Flughafen Leipzig/Halle; Foto: LTM-Brzoska
Leipzig Halle Airport was one of Germany's biggest airports when it was opened in 1927. The master plan and architecture were the responsibility of AP Brunnert und Partner. The central terminal, which was completed in only four years, incorporates an Inter-City railway station, local public transport networks, the check-in area, a multi-storey car park and a shopping mall all under one roof, and with its intermodal transport concept it is easily accessible as well as having great potential for expansion.
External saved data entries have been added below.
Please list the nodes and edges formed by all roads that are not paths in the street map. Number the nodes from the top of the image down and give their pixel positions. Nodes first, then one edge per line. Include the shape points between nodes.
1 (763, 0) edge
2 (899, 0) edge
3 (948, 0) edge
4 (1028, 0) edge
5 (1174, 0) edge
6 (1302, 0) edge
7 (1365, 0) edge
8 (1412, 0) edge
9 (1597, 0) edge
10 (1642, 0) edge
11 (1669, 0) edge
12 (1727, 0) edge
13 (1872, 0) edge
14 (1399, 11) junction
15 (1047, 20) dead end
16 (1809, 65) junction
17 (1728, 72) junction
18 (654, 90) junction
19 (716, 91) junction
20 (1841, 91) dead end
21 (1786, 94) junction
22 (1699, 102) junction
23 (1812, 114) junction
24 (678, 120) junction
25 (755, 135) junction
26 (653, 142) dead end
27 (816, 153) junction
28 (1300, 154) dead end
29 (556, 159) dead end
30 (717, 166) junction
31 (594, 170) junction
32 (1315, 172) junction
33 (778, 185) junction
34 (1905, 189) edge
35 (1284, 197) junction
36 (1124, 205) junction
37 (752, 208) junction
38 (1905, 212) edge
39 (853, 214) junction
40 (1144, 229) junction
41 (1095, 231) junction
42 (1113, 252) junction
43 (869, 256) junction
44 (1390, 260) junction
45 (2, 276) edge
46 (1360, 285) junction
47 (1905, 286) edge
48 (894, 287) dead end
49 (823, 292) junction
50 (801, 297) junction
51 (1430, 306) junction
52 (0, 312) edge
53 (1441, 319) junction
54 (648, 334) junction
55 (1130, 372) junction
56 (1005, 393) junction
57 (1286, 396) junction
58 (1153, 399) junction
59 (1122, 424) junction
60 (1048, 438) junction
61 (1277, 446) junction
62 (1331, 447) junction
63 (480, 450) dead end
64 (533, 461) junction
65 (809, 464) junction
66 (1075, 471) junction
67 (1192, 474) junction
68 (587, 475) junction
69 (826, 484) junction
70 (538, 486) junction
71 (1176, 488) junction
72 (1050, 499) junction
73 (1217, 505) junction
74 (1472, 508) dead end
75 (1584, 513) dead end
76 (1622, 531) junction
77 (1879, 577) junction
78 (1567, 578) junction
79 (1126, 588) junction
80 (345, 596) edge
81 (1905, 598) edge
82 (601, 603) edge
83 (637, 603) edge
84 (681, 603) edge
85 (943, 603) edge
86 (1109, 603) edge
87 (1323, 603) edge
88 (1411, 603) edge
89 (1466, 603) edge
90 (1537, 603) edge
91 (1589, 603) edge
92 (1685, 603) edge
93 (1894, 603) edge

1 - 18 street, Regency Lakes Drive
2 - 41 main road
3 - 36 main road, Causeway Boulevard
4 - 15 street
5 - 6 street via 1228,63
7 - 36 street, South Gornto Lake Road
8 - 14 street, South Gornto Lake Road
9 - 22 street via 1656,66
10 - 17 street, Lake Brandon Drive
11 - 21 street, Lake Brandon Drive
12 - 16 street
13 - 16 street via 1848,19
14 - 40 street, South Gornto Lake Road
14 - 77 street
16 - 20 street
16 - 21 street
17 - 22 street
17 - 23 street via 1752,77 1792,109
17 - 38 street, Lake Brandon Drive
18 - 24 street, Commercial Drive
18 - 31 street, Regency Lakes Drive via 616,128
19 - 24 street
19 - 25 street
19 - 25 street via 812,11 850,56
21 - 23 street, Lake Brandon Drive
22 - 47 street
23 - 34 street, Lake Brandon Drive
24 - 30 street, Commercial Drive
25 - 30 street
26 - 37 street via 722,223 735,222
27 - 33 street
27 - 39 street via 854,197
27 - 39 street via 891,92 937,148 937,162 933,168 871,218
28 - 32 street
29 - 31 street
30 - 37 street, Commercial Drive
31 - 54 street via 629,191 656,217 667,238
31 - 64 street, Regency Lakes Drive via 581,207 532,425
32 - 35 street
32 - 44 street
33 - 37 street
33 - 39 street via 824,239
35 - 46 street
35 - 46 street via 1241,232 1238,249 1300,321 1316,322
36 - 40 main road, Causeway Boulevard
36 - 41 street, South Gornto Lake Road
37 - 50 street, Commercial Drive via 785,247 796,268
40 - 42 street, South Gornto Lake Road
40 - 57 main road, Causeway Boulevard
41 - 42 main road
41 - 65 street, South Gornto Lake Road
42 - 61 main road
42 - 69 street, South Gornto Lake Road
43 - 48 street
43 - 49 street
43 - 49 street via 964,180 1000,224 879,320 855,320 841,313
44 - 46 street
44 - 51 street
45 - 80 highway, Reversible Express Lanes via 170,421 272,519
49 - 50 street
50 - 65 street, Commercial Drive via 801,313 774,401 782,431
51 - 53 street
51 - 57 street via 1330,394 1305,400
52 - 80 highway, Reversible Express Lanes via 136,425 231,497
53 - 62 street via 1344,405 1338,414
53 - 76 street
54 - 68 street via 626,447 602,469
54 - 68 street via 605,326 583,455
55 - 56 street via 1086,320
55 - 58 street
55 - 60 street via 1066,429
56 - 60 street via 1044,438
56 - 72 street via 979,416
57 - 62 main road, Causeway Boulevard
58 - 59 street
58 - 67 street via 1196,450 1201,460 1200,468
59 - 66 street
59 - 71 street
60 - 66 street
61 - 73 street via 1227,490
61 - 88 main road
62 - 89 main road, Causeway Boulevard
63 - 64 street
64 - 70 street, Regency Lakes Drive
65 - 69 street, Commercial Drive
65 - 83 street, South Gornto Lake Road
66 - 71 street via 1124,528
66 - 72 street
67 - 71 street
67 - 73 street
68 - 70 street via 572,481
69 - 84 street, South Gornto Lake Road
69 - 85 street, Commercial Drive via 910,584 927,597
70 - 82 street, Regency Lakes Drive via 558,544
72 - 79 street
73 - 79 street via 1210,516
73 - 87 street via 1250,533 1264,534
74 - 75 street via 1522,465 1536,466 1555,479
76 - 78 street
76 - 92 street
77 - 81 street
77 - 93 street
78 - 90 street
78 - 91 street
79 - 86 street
The Leipzig Museum of Fine Arts

The Petersbogen

The BAUWENS Building

Museum der bildenden Künste; Foto: LTM-Schmidt
The Leipzig Museum of Fine Arts was founded around 1858. The 36-metre-high cube designed by Berlin architects Hufnagel/Pütz/Rafaelian towers above the surrounding buildings and is extensively covered with 4.5-metre-tall narrow vertical cast glass panels. The principle of the interior is based on alternating open and enclosed cubes of space in various layers. The courtyards and terraces which open the museum to the city can be seen from the outside, and reflect the idea of Leipzig's passageways.
Petersbogen; Foto: LTM-Schmidt
Development of this site left vacant by the Second World War took place from 1999 to 2001. The new passageway crosses the big block of buildings from Petersstraße towards Schloßgasse and through to the Burgplatz. The façade is clad in copper-green panels. The design was by Gerd Heise from the Leipzig office of HPP Hentrich, Petschnigg & Partner. Today we have a shopping passage with a total sales area of 12,000 square metres on three levels, a 2,400-seat multiplex cinema and the University Law Faculty with a library containing 150,000 volumes.
Bauwenshaus; Foto: LTM-Schmidt
In 1994 the BAUWENS Building was the first commercial and office building to be built in the city centre after German reunification. The building recalls the architecture of the Leipzig passageways, incorporating important design features and elements of their structure and façades, such as the awnings over the ground floor and the traditional Leipzig windows. The hall picks up on the style of Leipzig's traditional interconnecting courtyards and is part passageway, part courtyard. The way the courtyard opens up on the Schulstraße side is very interesting; the glass wall extends the full height of the building, making a striking highlight.

Haus des Buches

The Gallery for Contemporary Art


Haus des Buches; Foto: LTM-Schmidt
In 1995-96 the new House of Books was built on the site of the old German Booksellers and Publishers Association building which had been destroyed during the Second World War. The building was commissioned by the Association and designed by Angela Wandelt and HPP Leipzig. The building is home to the city's Culture Department and book industry offices. The complex of red brick buildings is one of the notable new developments of recent years.
Galerie für Zeitgenössische Kunst; Foto: LTM-Schmidt
In 1893, the eminent geologist Hermann Creder, a professor at Leipzig University, commissioned the architect Bruno Eelbo to build a handsome Italian Renaissance-style villa in the Johannapark.
After his death it was taken over in 1914 by Edgar Herfurth, publisher of the newspaper Leipziger Neuester Nachrichten,and the building is still known as Herfurthsche Villa.
Passageninnere der Marktgalerie; Foto: LTM-Schmidt
This is the most recent of Leipzig's passageways, built from 2002 to 2005, although its roots go back to the beginning of the 18th century. In the 1990s, the Frankfurt architect Christoph Mäckler was commissioned to design the exterior of today's Market Gallery. The inside of the passageway was designed by Norbert Hippler of RKW in Leipzig. Today, this shopping arcade has a reputation for high-quality products and services.